1A l'heure de la fusion annoncée de l'ensemble des minima sociaux et de leur remplacement par le Revenu de Solidarité Active (RSA), plusieurs enquêtes coordonnées par la DREES1 ont dernièrement pris pour objet d'étude le RMI et ses bénéficiaires (allocataires et ayants droit). RMI, l'état des lieux fait état des principaux enseignements de cette série d'investigations statistiques.

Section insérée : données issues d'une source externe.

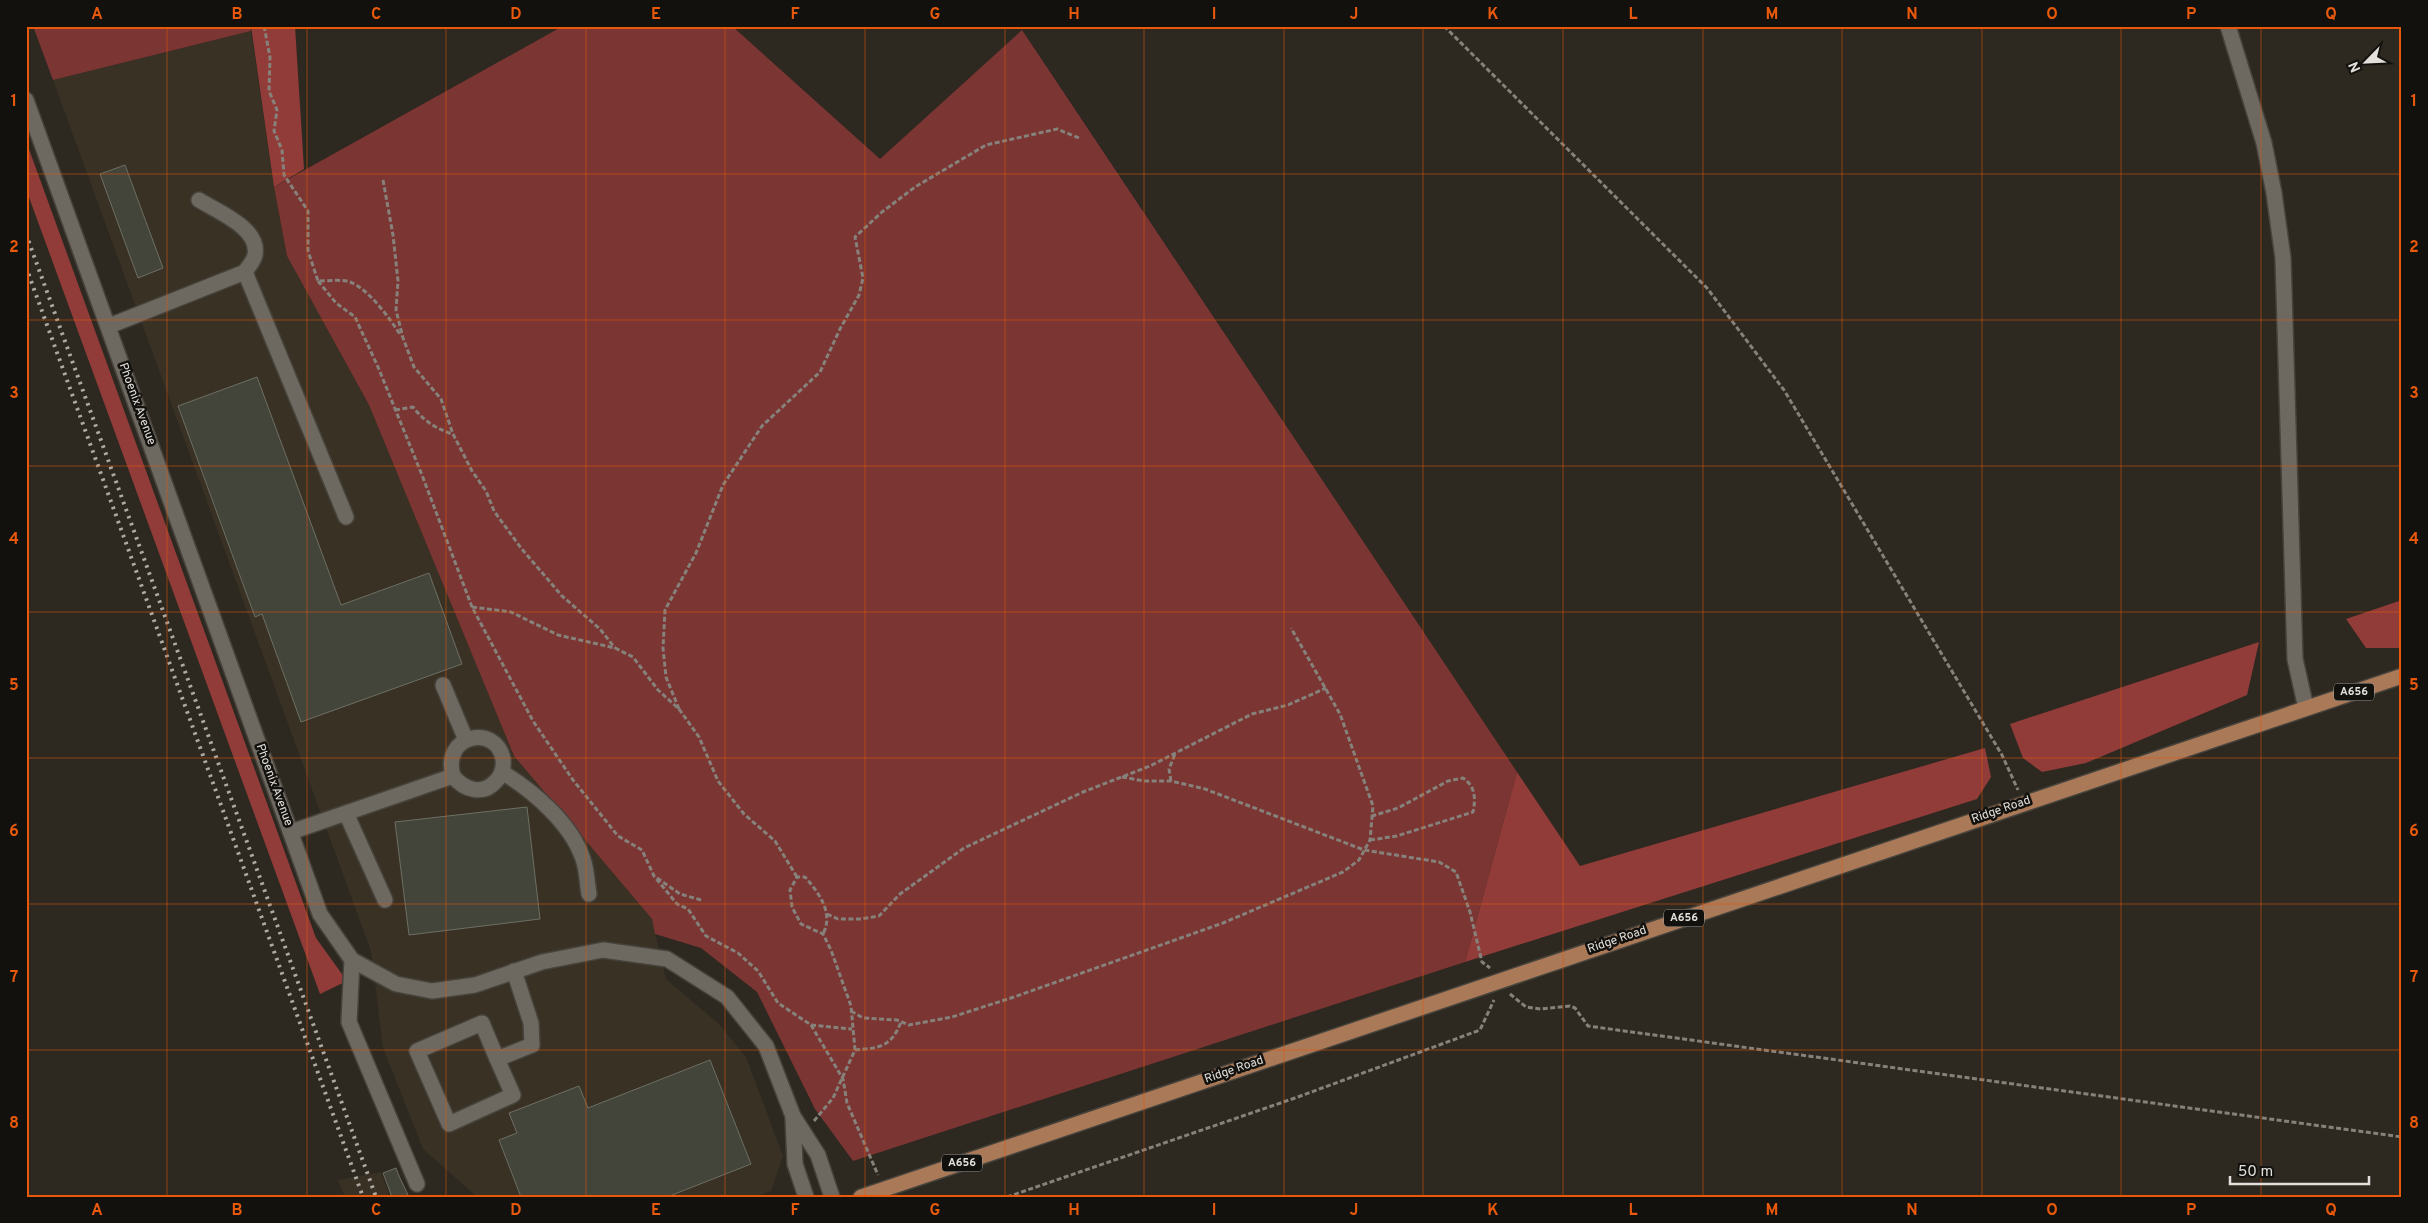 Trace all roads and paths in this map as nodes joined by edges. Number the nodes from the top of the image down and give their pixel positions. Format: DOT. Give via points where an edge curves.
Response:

2Le RMI a vingt ans en 2008. Si l'on exclut les années 2000 et 2001, ce dispositif a concerné un nombre croissant de personnes sur l'ensemble de la période. Il est aujourd'hui versé à 1,3 millions de foyers, soit 2,5 millions de bénéficiaires, soit encore 4% de la population française. Sortis de ces grands repères quantitatifs, les auteurs de l'ouvrage insistent sur la variété des figures de RMIstes. Faire jouer les principales coordonnées sociales habituellement mobilisées (sexe, âge, statut matrimonial, niveau de formation, etc.) interdit de fait l'établissement de franches régularités statistiques. Au demeurant, suivant les indicateurs pris en compte, les typologies (les types et leur nombre) évoluent au fil des chapitres. Prétendre aboutir à un profil type du RMIste est donc une illusion dont les auteurs invitent à se déprendre.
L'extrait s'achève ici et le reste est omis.